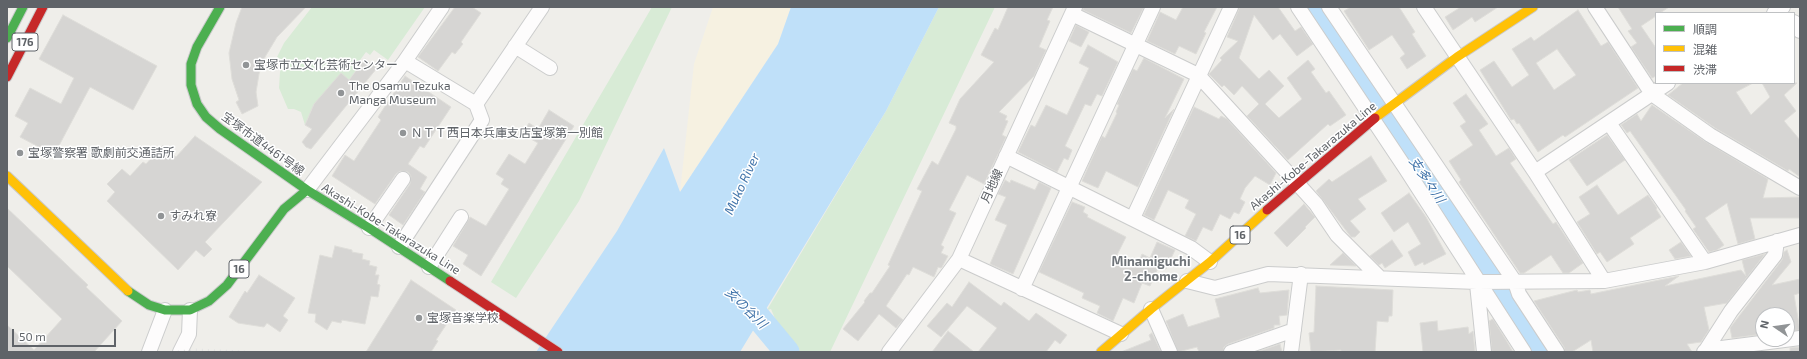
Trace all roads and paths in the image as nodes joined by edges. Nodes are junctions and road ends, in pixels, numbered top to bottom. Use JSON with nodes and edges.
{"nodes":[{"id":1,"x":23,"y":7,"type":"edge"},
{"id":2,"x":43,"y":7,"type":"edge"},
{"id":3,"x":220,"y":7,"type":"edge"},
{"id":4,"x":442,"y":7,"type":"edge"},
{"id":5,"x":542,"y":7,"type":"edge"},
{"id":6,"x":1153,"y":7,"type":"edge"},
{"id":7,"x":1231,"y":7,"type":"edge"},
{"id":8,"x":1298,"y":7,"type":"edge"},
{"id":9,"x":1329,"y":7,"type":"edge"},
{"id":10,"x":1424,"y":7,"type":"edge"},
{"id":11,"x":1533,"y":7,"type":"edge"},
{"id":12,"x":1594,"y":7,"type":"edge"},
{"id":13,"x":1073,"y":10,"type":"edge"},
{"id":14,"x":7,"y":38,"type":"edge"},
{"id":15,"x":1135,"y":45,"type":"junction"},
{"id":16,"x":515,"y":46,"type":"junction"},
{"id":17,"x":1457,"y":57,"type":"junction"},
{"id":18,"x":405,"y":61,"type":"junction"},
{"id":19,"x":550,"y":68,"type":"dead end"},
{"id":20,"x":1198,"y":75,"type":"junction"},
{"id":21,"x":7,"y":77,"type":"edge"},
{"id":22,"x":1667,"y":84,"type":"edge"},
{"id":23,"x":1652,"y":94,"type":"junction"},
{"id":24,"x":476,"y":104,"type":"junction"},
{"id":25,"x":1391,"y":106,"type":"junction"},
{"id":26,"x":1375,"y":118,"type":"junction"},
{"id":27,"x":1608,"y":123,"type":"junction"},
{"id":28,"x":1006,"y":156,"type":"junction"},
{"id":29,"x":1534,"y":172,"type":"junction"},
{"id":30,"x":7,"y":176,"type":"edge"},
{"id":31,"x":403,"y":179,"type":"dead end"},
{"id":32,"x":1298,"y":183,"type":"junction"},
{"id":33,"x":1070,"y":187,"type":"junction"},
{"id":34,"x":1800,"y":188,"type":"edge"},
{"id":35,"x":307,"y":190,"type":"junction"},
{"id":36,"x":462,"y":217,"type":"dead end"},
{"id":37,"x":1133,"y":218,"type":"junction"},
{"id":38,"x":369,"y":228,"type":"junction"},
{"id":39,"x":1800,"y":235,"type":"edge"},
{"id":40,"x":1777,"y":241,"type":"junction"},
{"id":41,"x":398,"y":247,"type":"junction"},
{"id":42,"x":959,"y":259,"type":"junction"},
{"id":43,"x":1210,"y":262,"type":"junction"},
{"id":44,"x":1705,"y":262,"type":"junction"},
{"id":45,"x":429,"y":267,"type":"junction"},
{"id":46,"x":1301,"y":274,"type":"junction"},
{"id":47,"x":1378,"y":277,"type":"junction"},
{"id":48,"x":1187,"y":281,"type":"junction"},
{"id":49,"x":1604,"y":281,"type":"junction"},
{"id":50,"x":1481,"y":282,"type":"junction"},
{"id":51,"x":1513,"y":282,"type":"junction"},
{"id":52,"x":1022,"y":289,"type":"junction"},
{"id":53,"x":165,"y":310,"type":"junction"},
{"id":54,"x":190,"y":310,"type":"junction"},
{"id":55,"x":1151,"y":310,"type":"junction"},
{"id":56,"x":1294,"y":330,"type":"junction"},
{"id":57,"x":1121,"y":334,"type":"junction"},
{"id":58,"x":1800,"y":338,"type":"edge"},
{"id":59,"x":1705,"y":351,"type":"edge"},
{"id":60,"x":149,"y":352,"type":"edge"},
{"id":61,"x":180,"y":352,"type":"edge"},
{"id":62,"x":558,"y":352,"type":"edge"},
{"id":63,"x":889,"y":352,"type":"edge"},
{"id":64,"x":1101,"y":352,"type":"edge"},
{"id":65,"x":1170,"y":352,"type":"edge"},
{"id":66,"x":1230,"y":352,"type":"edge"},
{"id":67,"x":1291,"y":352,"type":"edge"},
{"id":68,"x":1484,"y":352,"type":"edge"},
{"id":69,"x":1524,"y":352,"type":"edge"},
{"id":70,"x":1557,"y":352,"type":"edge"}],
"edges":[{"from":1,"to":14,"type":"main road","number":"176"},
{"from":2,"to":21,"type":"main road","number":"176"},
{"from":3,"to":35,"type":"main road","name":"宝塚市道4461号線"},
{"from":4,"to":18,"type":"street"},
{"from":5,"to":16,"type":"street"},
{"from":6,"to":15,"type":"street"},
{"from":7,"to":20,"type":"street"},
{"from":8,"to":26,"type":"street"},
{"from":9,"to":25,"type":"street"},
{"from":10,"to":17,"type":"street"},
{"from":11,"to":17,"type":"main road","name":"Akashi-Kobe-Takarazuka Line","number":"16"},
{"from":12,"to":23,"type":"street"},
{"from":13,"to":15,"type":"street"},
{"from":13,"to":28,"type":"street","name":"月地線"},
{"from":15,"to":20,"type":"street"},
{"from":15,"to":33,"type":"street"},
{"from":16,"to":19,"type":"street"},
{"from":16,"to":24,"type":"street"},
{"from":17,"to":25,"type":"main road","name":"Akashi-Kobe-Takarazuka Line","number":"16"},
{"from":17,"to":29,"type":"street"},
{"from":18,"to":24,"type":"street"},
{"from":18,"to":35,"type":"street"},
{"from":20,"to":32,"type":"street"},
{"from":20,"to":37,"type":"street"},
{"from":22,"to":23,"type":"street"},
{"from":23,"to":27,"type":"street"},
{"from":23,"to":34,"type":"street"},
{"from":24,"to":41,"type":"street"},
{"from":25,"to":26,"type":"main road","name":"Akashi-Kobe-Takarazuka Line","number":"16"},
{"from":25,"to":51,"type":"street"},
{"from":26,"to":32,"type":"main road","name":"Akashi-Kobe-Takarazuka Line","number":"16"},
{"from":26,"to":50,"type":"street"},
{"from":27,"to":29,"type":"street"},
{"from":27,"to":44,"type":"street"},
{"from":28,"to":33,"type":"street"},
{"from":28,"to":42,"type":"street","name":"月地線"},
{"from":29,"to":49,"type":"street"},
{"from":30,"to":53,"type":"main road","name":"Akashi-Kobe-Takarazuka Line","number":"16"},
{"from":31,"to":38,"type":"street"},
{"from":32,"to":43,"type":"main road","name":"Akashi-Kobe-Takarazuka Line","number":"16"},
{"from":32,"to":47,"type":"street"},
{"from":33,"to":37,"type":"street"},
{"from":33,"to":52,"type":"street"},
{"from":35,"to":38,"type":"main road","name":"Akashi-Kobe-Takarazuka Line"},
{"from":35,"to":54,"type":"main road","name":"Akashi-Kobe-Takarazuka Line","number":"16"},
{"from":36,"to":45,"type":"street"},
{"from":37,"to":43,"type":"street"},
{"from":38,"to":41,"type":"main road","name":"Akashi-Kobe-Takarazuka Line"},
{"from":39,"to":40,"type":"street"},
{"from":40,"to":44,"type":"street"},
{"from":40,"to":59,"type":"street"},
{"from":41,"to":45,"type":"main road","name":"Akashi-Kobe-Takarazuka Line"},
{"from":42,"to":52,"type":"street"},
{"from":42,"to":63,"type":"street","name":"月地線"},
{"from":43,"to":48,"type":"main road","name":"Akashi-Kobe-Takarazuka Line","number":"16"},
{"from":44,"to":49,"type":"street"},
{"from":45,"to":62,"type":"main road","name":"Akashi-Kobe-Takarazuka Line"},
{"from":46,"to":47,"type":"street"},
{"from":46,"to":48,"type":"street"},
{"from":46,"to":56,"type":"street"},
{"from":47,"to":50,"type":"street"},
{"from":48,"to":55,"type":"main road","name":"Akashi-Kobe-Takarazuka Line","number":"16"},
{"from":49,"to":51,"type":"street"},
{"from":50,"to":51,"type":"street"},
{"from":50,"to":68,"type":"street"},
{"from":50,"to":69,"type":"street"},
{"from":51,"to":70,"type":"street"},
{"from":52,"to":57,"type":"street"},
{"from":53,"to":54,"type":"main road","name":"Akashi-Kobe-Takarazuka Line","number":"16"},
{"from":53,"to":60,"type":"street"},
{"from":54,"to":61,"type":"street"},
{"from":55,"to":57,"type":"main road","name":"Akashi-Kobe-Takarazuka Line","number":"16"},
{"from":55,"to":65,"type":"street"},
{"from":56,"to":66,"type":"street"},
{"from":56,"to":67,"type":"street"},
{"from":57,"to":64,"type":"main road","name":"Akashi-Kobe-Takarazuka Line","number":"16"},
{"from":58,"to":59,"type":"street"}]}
++++++++++++++++++++
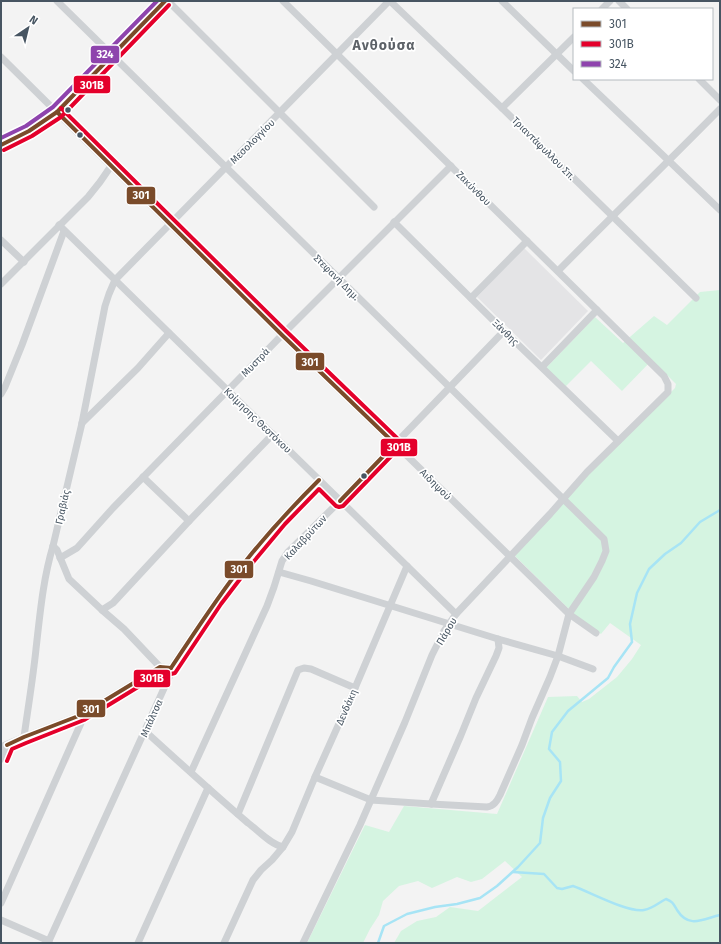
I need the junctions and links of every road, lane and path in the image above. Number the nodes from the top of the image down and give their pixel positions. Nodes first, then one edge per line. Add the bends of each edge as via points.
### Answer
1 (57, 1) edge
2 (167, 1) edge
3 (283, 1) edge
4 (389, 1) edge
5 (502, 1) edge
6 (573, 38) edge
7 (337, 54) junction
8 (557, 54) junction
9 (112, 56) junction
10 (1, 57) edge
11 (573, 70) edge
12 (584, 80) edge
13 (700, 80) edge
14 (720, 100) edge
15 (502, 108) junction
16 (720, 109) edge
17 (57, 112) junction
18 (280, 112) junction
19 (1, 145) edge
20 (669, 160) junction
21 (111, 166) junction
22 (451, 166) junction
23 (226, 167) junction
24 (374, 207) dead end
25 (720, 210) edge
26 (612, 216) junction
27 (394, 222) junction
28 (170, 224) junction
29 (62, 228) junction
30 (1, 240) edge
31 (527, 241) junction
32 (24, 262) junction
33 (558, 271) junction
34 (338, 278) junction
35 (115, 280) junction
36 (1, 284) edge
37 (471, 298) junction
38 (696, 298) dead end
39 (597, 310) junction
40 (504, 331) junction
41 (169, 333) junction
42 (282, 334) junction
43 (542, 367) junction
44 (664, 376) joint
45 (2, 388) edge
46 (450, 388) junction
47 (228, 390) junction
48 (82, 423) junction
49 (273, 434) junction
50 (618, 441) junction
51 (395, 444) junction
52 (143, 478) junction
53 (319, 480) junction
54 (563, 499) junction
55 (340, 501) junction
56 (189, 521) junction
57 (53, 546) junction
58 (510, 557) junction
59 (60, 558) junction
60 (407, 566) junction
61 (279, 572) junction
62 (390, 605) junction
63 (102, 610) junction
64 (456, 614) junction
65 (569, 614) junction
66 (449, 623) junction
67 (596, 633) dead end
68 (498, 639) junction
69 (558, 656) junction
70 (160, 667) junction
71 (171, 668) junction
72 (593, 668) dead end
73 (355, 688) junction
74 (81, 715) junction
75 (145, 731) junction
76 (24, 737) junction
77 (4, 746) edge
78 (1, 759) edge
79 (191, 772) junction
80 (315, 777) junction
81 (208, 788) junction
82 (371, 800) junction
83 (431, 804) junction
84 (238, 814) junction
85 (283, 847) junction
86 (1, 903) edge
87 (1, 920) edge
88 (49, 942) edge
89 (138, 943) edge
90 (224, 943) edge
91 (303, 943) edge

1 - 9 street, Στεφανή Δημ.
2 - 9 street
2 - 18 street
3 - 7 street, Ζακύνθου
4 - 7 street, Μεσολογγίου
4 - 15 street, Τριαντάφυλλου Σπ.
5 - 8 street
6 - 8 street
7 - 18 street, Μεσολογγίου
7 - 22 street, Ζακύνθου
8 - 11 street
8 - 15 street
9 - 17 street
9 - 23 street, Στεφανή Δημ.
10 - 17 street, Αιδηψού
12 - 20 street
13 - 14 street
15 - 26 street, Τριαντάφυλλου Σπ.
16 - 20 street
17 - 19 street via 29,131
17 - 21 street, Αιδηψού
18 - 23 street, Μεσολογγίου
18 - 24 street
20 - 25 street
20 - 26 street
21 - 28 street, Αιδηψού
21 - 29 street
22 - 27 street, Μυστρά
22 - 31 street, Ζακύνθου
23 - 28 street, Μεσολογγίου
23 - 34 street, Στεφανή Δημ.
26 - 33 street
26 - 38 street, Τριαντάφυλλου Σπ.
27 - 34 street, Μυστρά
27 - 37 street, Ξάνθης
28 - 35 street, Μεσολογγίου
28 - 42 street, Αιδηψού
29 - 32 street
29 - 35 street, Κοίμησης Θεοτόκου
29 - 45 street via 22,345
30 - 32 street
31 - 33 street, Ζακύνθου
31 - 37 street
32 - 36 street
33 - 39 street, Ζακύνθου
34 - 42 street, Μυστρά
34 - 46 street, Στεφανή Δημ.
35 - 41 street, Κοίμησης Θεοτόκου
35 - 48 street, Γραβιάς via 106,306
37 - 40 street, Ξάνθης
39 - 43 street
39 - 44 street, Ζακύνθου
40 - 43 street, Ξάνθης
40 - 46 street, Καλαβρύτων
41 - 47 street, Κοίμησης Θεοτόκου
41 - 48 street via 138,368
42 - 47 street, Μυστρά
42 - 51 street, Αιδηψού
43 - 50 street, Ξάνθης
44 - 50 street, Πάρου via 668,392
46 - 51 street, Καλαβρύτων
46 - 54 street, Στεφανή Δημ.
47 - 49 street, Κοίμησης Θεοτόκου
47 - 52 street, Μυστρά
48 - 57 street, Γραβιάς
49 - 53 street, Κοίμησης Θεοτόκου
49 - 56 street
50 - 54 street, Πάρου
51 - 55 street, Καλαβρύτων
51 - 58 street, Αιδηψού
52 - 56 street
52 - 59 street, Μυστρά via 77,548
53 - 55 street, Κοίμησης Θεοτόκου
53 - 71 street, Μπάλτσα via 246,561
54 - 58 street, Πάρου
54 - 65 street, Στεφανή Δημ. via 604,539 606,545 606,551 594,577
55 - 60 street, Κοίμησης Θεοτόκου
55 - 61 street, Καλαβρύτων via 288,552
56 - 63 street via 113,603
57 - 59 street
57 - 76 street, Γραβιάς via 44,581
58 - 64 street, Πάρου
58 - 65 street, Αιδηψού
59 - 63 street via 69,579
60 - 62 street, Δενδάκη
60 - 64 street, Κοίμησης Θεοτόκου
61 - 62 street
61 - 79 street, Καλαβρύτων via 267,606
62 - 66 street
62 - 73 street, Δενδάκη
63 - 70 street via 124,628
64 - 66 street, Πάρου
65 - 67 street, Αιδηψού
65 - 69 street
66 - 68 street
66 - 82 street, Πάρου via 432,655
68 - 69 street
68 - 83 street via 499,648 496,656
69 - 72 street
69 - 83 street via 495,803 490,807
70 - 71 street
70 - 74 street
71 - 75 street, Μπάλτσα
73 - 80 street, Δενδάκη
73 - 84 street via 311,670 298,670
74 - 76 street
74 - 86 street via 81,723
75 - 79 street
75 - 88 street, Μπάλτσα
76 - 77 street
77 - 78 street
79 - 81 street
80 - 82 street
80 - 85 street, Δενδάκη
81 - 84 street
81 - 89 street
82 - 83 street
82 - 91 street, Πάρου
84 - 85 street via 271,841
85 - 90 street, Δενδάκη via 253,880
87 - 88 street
++++++++++++++++++++
- [Directions]: From the material above, return every line that contains "dead".

- [Task result]:
{"id":19,"x":550,"y":68,"type":"dead end"},
{"id":31,"x":403,"y":179,"type":"dead end"},
{"id":36,"x":462,"y":217,"type":"dead end"},
24 (374, 207) dead end
38 (696, 298) dead end
67 (596, 633) dead end
72 (593, 668) dead end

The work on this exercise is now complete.